Now that house prices have boomed, designers and colour experts say Australians will increasingly bring more colour into their homes to spark joy and a greater connection to nature.
“We are on the cusp of transformation, with increasing political and economic change,” says Kmart’s head of design, forecast and product technology, Anne-Marie Bodal.
“Brighter colours, patterns and artistry are coming back.

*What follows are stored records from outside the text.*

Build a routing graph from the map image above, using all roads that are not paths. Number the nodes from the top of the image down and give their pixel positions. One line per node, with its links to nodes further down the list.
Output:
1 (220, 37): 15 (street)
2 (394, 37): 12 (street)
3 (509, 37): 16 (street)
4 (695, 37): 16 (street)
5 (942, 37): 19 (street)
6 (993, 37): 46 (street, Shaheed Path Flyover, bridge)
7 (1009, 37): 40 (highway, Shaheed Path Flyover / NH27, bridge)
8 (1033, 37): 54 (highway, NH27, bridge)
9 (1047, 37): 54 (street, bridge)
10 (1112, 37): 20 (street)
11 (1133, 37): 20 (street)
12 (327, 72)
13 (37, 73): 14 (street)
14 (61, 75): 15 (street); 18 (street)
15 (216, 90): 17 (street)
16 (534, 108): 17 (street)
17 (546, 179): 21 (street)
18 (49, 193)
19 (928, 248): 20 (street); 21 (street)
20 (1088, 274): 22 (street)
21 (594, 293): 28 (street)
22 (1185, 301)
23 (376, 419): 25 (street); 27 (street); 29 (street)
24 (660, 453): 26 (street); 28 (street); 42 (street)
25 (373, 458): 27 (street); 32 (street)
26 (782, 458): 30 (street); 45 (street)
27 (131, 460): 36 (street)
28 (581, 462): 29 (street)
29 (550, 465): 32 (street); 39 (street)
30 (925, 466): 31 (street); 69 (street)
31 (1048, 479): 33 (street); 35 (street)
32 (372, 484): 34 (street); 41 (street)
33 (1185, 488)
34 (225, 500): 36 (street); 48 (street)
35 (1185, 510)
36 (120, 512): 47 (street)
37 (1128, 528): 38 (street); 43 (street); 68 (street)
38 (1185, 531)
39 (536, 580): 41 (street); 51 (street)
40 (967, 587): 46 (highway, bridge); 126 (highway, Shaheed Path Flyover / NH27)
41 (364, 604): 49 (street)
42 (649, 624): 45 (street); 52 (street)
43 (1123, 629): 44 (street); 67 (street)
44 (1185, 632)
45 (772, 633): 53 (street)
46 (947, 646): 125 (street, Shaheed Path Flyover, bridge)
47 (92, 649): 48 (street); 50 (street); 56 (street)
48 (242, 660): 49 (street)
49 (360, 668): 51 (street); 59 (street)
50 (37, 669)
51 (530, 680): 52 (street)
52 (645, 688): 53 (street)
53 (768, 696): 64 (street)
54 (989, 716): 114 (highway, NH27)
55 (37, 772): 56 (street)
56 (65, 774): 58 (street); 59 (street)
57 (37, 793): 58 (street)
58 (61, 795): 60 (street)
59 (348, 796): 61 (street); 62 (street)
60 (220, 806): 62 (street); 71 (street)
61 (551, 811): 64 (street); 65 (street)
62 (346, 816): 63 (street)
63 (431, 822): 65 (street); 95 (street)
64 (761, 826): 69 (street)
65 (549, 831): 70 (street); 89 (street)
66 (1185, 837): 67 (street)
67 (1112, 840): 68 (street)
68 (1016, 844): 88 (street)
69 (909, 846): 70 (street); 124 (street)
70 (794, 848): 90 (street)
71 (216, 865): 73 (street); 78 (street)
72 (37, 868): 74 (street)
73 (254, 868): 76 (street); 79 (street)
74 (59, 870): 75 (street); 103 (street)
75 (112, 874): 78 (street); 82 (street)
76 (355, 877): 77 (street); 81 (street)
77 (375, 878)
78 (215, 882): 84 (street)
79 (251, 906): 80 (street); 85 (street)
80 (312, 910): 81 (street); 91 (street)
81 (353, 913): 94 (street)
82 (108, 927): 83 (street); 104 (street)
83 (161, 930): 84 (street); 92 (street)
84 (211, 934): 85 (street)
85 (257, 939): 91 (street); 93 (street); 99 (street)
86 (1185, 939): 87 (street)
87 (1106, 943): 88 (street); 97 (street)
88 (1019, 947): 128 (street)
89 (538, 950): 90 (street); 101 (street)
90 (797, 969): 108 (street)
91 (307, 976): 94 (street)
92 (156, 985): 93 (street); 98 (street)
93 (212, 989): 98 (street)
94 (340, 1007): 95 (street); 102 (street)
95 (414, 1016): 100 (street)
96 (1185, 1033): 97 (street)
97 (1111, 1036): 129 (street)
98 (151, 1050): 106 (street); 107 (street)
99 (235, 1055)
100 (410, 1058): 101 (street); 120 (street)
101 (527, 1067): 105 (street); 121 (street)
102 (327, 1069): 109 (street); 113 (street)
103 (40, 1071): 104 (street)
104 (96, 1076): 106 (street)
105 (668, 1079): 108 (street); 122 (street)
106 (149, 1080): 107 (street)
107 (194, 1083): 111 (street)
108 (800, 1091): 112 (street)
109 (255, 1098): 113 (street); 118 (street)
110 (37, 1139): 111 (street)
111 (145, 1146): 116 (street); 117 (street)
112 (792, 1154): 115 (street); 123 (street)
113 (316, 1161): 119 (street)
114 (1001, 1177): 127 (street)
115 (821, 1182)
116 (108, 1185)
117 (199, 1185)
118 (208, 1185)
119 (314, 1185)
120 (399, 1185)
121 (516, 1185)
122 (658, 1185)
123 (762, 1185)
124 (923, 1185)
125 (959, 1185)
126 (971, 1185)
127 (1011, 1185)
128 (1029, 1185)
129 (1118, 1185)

We are going through a huge flip of how we use our homes and behave in them.”
Australian Trend Forecast founder Kim Chadwick says it’s been a “pretty dull decade for colour” in the past 10 years but a new mix of palettes are making their way into our living, eating – and, increasingly, working – spaces.
“There is a mix of new colours coming through, ranging from soft and calming colours to the reassuring colours of nature,” she says.
Trend forecasters are predicting Australians will begin to fill their homes with these four chromatic colour combos:
If you’ve watched The Block on television, you’ll notice calming pastels have arrived in bathrooms, just as they did in the 1950s and 1960s.
“Nude concrete and blush pink and blue in the bathroom is popular,” says Chadwick, who predicts these modern pastels will grow in line with bigger trends like Scandinavian and mid-century modern.
“Dusty blue is about security and safety, which is why you usually see these tones in babywear,” says Bodal. “Blue is a great colour that makes you focus – it makes your mind feel clear.”
Bodal says Australians have always blended indoor and outdoor living in a unique way that doesn’t happen in Europe or America, and predicts that the terracotta and green trend will loom large in our southern-hemisphere homes.
“Terracotta reflects the clay and the colour of the earth and we love bringing greens inside, especially if you’re in a house that doesn’t have good access to the outdoors,” she says.
Chadwick says the earthy colours work well with misted greys and are an extension of the indoor plant trend.
Pantone named grey and yellow as the colour combination of 2021, but stylist Heather Nette King says Australians have been gravitating towards optimistic yellow for a while now.
“People are making more bold choices now they are stuck at home and seeing their living space as more than just a commodity,” she says.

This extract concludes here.